***** Entries supplied *****

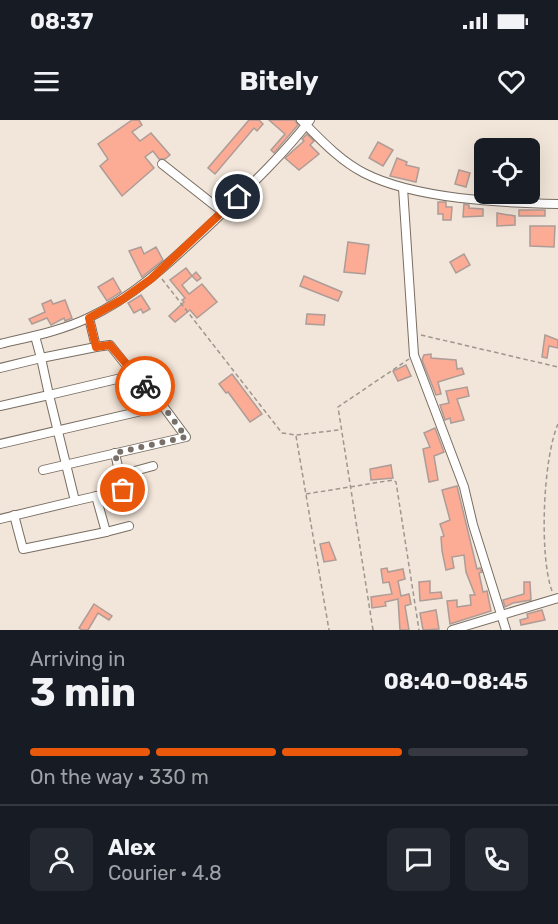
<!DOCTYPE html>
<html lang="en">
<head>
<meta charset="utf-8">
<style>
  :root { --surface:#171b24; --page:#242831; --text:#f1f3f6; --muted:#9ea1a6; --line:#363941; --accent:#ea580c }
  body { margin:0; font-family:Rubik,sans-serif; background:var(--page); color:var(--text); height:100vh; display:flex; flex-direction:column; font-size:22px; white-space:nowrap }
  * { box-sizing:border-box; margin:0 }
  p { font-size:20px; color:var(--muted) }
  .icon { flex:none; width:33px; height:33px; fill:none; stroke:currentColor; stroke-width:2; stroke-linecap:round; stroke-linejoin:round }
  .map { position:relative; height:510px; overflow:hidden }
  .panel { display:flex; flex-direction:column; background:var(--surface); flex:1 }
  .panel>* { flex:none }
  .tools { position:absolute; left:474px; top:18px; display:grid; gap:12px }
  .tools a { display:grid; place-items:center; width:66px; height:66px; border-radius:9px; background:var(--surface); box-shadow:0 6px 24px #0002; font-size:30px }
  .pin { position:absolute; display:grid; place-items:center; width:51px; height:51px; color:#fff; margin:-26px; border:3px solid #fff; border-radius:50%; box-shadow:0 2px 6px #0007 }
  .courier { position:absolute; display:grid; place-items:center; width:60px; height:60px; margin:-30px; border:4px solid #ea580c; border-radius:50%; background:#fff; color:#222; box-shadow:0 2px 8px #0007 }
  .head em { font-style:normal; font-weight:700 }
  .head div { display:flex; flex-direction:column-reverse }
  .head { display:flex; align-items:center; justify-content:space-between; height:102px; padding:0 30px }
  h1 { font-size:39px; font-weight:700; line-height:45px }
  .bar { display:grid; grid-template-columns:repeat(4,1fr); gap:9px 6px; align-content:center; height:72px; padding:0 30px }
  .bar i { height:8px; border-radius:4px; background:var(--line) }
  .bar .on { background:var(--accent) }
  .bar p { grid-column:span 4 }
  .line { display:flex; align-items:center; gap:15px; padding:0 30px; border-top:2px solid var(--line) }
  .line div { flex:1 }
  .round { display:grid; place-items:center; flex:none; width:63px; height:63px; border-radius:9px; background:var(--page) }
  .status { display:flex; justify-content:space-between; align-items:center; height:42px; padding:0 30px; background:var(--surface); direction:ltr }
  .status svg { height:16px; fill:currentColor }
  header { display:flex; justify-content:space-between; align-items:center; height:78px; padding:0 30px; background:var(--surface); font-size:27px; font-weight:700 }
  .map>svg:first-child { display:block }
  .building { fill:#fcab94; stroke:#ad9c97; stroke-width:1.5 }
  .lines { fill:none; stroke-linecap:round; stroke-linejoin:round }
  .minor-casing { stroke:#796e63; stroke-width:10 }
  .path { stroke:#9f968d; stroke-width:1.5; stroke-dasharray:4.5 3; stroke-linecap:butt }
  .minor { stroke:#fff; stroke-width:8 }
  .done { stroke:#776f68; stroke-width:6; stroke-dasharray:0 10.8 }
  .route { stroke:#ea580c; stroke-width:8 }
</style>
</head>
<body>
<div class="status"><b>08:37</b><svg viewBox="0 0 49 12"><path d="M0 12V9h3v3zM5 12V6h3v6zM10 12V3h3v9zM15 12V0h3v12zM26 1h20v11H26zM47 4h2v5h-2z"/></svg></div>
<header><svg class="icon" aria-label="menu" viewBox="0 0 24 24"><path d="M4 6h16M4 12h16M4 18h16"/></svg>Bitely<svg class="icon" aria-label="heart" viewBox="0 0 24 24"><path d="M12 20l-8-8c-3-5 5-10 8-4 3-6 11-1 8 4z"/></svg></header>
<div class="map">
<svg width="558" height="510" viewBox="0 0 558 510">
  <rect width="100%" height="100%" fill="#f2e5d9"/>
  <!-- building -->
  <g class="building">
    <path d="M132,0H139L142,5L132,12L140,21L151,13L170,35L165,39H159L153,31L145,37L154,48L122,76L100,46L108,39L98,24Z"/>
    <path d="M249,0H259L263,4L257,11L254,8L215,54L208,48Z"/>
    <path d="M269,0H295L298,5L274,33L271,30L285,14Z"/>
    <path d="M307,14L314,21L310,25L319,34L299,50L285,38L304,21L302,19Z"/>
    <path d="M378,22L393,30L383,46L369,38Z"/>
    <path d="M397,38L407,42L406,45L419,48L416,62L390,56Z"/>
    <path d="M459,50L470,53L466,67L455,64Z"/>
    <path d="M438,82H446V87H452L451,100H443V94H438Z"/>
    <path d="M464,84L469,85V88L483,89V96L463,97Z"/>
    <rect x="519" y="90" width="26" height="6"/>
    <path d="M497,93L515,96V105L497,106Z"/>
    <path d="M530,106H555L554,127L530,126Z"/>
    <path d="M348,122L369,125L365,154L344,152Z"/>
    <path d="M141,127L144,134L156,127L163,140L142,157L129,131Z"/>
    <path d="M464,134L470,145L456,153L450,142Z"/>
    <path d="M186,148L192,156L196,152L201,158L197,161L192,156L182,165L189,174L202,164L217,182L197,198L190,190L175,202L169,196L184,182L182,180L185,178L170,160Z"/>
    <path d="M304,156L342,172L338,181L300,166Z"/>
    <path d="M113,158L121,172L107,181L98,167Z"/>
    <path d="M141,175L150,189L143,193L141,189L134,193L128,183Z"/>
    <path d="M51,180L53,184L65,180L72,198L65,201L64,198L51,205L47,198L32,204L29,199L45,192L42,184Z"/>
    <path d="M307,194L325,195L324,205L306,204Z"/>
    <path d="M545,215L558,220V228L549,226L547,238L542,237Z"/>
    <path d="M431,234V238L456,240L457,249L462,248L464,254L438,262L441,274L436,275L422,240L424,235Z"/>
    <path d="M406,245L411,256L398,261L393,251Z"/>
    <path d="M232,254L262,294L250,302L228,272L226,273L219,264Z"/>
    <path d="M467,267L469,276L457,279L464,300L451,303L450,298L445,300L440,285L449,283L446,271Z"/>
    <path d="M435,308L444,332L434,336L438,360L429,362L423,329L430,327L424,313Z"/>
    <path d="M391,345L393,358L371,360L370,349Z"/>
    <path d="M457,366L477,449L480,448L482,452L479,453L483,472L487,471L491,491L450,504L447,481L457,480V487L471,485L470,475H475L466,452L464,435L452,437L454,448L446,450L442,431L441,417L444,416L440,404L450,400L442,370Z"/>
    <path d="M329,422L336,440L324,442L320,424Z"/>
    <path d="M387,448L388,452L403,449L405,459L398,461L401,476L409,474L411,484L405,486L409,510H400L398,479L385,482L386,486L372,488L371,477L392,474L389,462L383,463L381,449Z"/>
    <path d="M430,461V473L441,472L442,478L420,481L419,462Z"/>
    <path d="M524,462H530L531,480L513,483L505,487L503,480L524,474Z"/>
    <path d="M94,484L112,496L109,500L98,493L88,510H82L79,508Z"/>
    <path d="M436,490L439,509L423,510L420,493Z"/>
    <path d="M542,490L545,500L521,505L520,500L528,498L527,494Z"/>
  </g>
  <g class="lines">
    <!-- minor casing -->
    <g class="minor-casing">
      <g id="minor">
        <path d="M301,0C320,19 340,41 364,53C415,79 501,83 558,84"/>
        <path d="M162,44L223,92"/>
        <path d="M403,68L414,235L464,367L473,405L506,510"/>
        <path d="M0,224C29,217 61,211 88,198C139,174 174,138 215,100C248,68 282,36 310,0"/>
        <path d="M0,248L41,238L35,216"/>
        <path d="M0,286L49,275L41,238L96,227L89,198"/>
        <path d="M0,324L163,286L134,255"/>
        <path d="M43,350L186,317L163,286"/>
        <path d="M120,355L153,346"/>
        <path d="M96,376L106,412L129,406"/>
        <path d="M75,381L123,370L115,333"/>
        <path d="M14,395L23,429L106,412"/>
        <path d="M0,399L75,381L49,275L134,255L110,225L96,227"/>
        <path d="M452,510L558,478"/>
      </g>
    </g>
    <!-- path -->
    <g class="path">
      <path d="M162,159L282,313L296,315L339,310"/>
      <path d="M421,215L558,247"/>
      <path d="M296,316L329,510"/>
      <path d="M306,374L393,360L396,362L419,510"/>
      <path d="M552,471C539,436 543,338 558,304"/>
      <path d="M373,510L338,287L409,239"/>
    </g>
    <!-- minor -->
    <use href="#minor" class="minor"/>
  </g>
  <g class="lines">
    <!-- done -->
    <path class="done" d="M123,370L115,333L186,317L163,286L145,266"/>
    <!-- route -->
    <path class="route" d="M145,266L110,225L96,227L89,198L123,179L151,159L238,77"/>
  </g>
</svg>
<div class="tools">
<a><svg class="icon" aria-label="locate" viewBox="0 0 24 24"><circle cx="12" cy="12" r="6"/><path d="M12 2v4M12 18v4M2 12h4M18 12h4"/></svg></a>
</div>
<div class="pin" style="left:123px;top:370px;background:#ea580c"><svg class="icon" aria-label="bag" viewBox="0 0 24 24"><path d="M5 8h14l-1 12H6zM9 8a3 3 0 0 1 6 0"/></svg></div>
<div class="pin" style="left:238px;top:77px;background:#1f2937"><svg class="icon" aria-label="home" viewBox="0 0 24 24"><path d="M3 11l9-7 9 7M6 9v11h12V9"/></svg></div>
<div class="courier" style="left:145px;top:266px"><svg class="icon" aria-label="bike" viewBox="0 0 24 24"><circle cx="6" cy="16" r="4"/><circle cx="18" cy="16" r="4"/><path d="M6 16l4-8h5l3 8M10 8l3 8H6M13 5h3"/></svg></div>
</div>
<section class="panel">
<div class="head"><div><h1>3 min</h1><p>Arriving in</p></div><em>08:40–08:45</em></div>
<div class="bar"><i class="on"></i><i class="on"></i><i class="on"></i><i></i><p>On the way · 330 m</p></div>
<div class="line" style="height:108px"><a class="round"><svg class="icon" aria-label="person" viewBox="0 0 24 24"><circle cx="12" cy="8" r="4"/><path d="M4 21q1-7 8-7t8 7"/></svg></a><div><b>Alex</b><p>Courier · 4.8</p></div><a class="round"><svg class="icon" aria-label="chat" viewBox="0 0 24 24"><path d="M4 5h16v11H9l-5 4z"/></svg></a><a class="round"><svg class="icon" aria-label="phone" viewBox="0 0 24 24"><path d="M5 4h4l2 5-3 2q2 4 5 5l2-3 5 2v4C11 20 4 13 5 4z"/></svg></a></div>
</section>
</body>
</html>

*****

The line containing "--surface:#171b24; --page:#242831; --text:#f1f3f6;" marks the end: retype every line from the first one in the listing up to and including it, without pictures.

> _Answer to this problem_:
<!DOCTYPE html>
<html lang="en">
<head>
<meta charset="utf-8">
<style>
  :root { --surface:#171b24; --page:#242831; --text:#f1f3f6; --muted:#9ea1a6; --line:#363941; --accent:#ea580c }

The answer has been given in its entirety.